*** Opening Data ***
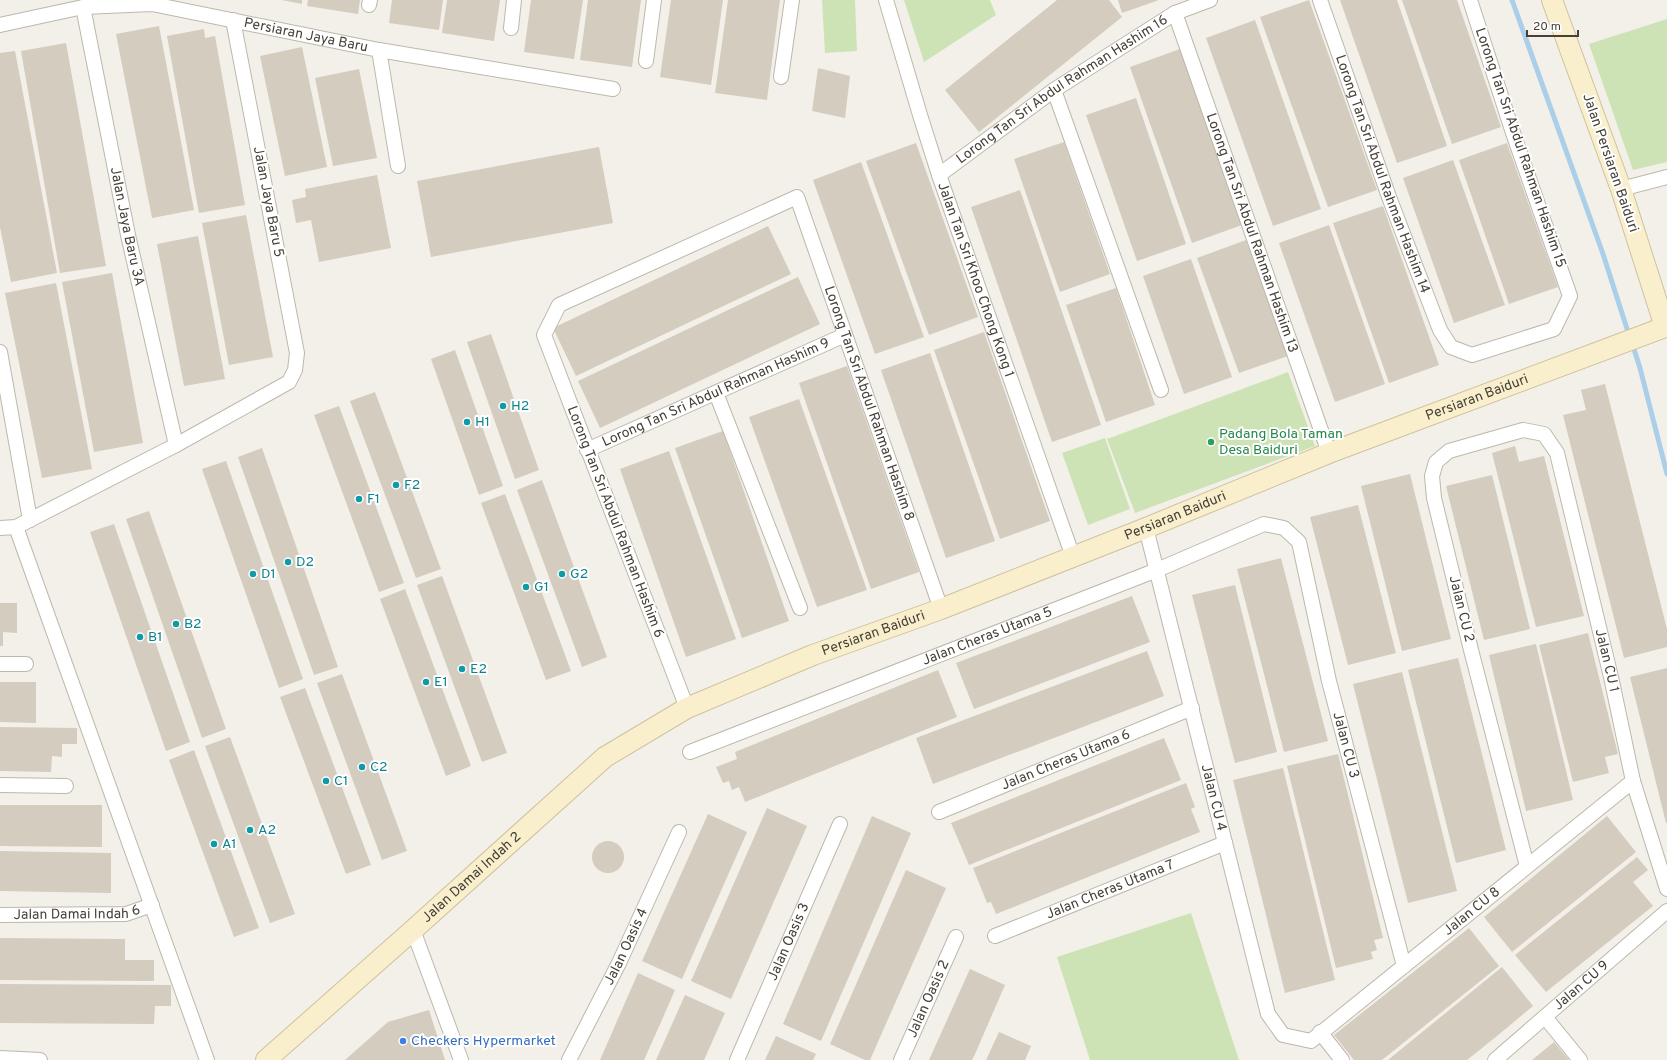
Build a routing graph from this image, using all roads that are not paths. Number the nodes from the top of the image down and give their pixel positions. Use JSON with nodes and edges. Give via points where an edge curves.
{"nodes":[{"id":1,"x":514,"y":0,"type":"edge"},
{"id":2,"x":654,"y":0,"type":"edge"},
{"id":3,"x":792,"y":0,"type":"edge"},
{"id":4,"x":886,"y":0,"type":"edge"},
{"id":5,"x":1210,"y":0,"type":"edge"},
{"id":6,"x":1320,"y":0,"type":"edge"},
{"id":7,"x":1470,"y":0,"type":"edge"},
{"id":8,"x":1552,"y":0,"type":"edge"},
{"id":9,"x":83,"y":7,"type":"junction"},
{"id":10,"x":1175,"y":13,"type":"junction"},
{"id":11,"x":233,"y":20,"type":"junction"},
{"id":12,"x":0,"y":25,"type":"edge"},
{"id":13,"x":511,"y":28,"type":"dead end"},
{"id":14,"x":379,"y":50,"type":"junction"},
{"id":15,"x":646,"y":61,"type":"dead end"},
{"id":16,"x":781,"y":77,"type":"dead end"},
{"id":17,"x":613,"y":89,"type":"dead end"},
{"id":18,"x":1054,"y":90,"type":"junction"},
{"id":19,"x":398,"y":166,"type":"dead end"},
{"id":20,"x":939,"y":175,"type":"junction"},
{"id":21,"x":1667,"y":177,"type":"edge"},
{"id":22,"x":1621,"y":189,"type":"junction"},
{"id":23,"x":797,"y":197,"type":"joint"},
{"id":24,"x":1570,"y":296,"type":"joint"},
{"id":25,"x":1666,"y":331,"type":"edge"},
{"id":26,"x":845,"y":335,"type":"junction"},
{"id":27,"x":0,"y":352,"type":"edge"},
{"id":28,"x":1161,"y":390,"type":"dead end"},
{"id":29,"x":716,"y":393,"type":"junction"},
{"id":30,"x":1544,"y":434,"type":"joint"},
{"id":31,"x":176,"y":445,"type":"junction"},
{"id":32,"x":587,"y":450,"type":"junction"},
{"id":33,"x":1329,"y":453,"type":"junction"},
{"id":34,"x":30,"y":520,"type":"junction"},
{"id":35,"x":16,"y":527,"type":"junction"},
{"id":36,"x":0,"y":528,"type":"edge"},
{"id":37,"x":1146,"y":528,"type":"junction"},
{"id":38,"x":1284,"y":528,"type":"joint"},
{"id":39,"x":1073,"y":557,"type":"junction"},
{"id":40,"x":1157,"y":570,"type":"junction"},
{"id":41,"x":800,"y":608,"type":"dead end"},
{"id":42,"x":941,"y":608,"type":"junction"},
{"id":43,"x":0,"y":664,"type":"edge"},
{"id":44,"x":26,"y":664,"type":"dead end"},
{"id":45,"x":686,"y":708,"type":"junction"},
{"id":46,"x":1192,"y":708,"type":"junction"},
{"id":47,"x":690,"y":752,"type":"dead end"},
{"id":48,"x":1633,"y":781,"type":"junction"},
{"id":49,"x":0,"y":785,"type":"edge"},
{"id":50,"x":66,"y":786,"type":"dead end"},
{"id":51,"x":939,"y":812,"type":"dead end"},
{"id":52,"x":840,"y":824,"type":"dead end"},
{"id":53,"x":679,"y":832,"type":"dead end"},
{"id":54,"x":1225,"y":843,"type":"junction"},
{"id":55,"x":1527,"y":866,"type":"junction"},
{"id":56,"x":1667,"y":888,"type":"edge"},
{"id":57,"x":152,"y":905,"type":"junction"},
{"id":58,"x":1667,"y":911,"type":"edge"},
{"id":59,"x":0,"y":915,"type":"edge"},
{"id":60,"x":413,"y":930,"type":"junction"},
{"id":61,"x":995,"y":936,"type":"dead end"},
{"id":62,"x":956,"y":938,"type":"dead end"},
{"id":63,"x":1404,"y":966,"type":"junction"},
{"id":64,"x":1545,"y":1017,"type":"junction"},
{"id":65,"x":1316,"y":1036,"type":"junction"},
{"id":66,"x":0,"y":1058,"type":"edge"},
{"id":67,"x":40,"y":1060,"type":"edge"},
{"id":68,"x":207,"y":1060,"type":"edge"},
{"id":69,"x":266,"y":1060,"type":"edge"},
{"id":70,"x":461,"y":1060,"type":"edge"},
{"id":71,"x":569,"y":1060,"type":"edge"},
{"id":72,"x":737,"y":1060,"type":"edge"},
{"id":73,"x":901,"y":1060,"type":"edge"},
{"id":74,"x":1342,"y":1060,"type":"edge"},
{"id":75,"x":1495,"y":1060,"type":"edge"},
{"id":76,"x":1580,"y":1060,"type":"edge"}],
"edges":[{"from":1,"to":13,"type":"street"},
{"from":2,"to":15,"type":"street"},
{"from":3,"to":16,"type":"street"},
{"from":4,"to":20,"type":"street","name":"Jalan Tan Sri Khoo Chong Kong 1"},
{"from":5,"to":10,"type":"street","name":"Lorong Tan Sri Abdul Rahman Hashim 16"},
{"from":6,"to":24,"type":"street","name":"Lorong Tan Sri Abdul Rahman Hashim 14","via":[[1389,197],[1440,330],[1451,346],[1472,356],[1554,329]]},
{"from":7,"to":24,"type":"street","name":"Lorong Tan Sri Abdul Rahman Hashim 15"},
{"from":8,"to":22,"type":"street","name":"Jalan Persiaran Baiduri"},
{"from":9,"to":11,"type":"street","name":"Persiaran Jaya Baru","via":[[152,4]]},
{"from":9,"to":12,"type":"street","name":"Persiaran Jaya Baru"},
{"from":9,"to":31,"type":"street","name":"Jalan Jaya Baru 3A","via":[[128,236]]},
{"from":10,"to":18,"type":"street","name":"Lorong Tan Sri Abdul Rahman Hashim 16"},
{"from":10,"to":33,"type":"street","name":"Lorong Tan Sri Abdul Rahman Hashim 13"},
{"from":11,"to":14,"type":"street","name":"Persiaran Jaya Baru"},
{"from":11,"to":31,"type":"street","name":"Jalan Jaya Baru 5","via":[[297,353],[296,370],[289,382]]},
{"from":14,"to":17,"type":"street","name":"Persiaran Jaya Baru"},
{"from":14,"to":19,"type":"street"},
{"from":18,"to":20,"type":"street","name":"Lorong Tan Sri Abdul Rahman Hashim 16"},
{"from":18,"to":28,"type":"street"},
{"from":20,"to":39,"type":"street","name":"Jalan Tan Sri Khoo Chong Kong 1"},
{"from":21,"to":22,"type":"street"},
{"from":22,"to":25,"type":"street","name":"Jalan Persiaran Baiduri"},
{"from":23,"to":26,"type":"street","name":"Lorong Tan Sri Abdul Rahman Hashim 8"},
{"from":23,"to":32,"type":"street","name":"Lorong Tan Sri Abdul Rahman Hashim 6","via":[[559,305],[544,335]]},
{"from":25,"to":33,"type":"street","name":"Persiaran Baiduri","via":[[1638,337]]},
{"from":26,"to":29,"type":"street","name":"Lorong Tan Sri Abdul Rahman Hashim 9"},
{"from":26,"to":42,"type":"street","name":"Lorong Tan Sri Abdul Rahman Hashim 8"},
{"from":27,"to":34,"type":"street"},
{"from":29,"to":32,"type":"street","name":"Lorong Tan Sri Abdul Rahman Hashim 9"},
{"from":29,"to":41,"type":"street"},
{"from":30,"to":48,"type":"street","name":"Jalan CU 1","via":[[1557,453],[1611,677]]},
{"from":30,"to":55,"type":"street","name":"Jalan CU 2","via":[[1523,430],[1450,451],[1436,462],[1432,476],[1434,498],[1471,650]]},
{"from":31,"to":34,"type":"street"},
{"from":32,"to":45,"type":"street","name":"Lorong Tan Sri Abdul Rahman Hashim 6"},
{"from":33,"to":37,"type":"street","name":"Persiaran Baiduri"},
{"from":34,"to":35,"type":"street"},
{"from":35,"to":36,"type":"street"},
{"from":35,"to":57,"type":"street"},
{"from":37,"to":39,"type":"street","name":"Persiaran Baiduri"},
{"from":37,"to":40,"type":"street","name":"Jalan CU 4"},
{"from":38,"to":40,"type":"street","name":"Jalan Cheras Utama 5","via":[[1264,524]]},
{"from":38,"to":63,"type":"street","name":"Jalan CU 3","via":[[1299,542],[1330,681]]},
{"from":39,"to":42,"type":"street","name":"Persiaran Baiduri"},
{"from":40,"to":46,"type":"street","name":"Jalan CU 4"},
{"from":40,"to":47,"type":"street","name":"Jalan Cheras Utama 5"},
{"from":42,"to":45,"type":"street","name":"Persiaran Baiduri","via":[[813,655]]},
{"from":43,"to":44,"type":"street"},
{"from":45,"to":60,"type":"street","name":"Jalan Damai Indah 2","via":[[605,757]]},
{"from":46,"to":51,"type":"street","name":"Jalan Cheras Utama 6"},
{"from":46,"to":54,"type":"street","name":"Jalan CU 4"},
{"from":48,"to":55,"type":"street","name":"Jalan CU 8"},
{"from":48,"to":56,"type":"street","name":"Jalan CU 1"},
{"from":49,"to":50,"type":"street"},
{"from":52,"to":72,"type":"street","name":"Jalan Oasis 3"},
{"from":53,"to":71,"type":"street","name":"Jalan Oasis 4","via":[[622,956]]},
{"from":54,"to":61,"type":"street","name":"Jalan Cheras Utama 7"},
{"from":54,"to":65,"type":"street","name":"Jalan CU 4","via":[[1268,1014],[1283,1035]]},
{"from":55,"to":63,"type":"street","name":"Jalan CU 8"},
{"from":57,"to":59,"type":"street","name":"Jalan Damai Indah 6","via":[[126,914]]},
{"from":57,"to":68,"type":"street"},
{"from":58,"to":64,"type":"street","name":"Jalan CU 9"},
{"from":60,"to":69,"type":"street","name":"Jalan Damai Indah 2"},
{"from":60,"to":70,"type":"street"},
{"from":62,"to":73,"type":"street","name":"Jalan Oasis 2"},
{"from":63,"to":65,"type":"street","name":"Jalan CU 8"},
{"from":64,"to":75,"type":"street","name":"Jalan CU 9"},
{"from":64,"to":76,"type":"street"},
{"from":65,"to":74,"type":"street"},
{"from":66,"to":67,"type":"street"}]}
*** Closing Data ***
Show the lines above with "joint".

{"id":23,"x":797,"y":197,"type":"joint"},
{"id":24,"x":1570,"y":296,"type":"joint"},
{"id":30,"x":1544,"y":434,"type":"joint"},
{"id":38,"x":1284,"y":528,"type":"joint"},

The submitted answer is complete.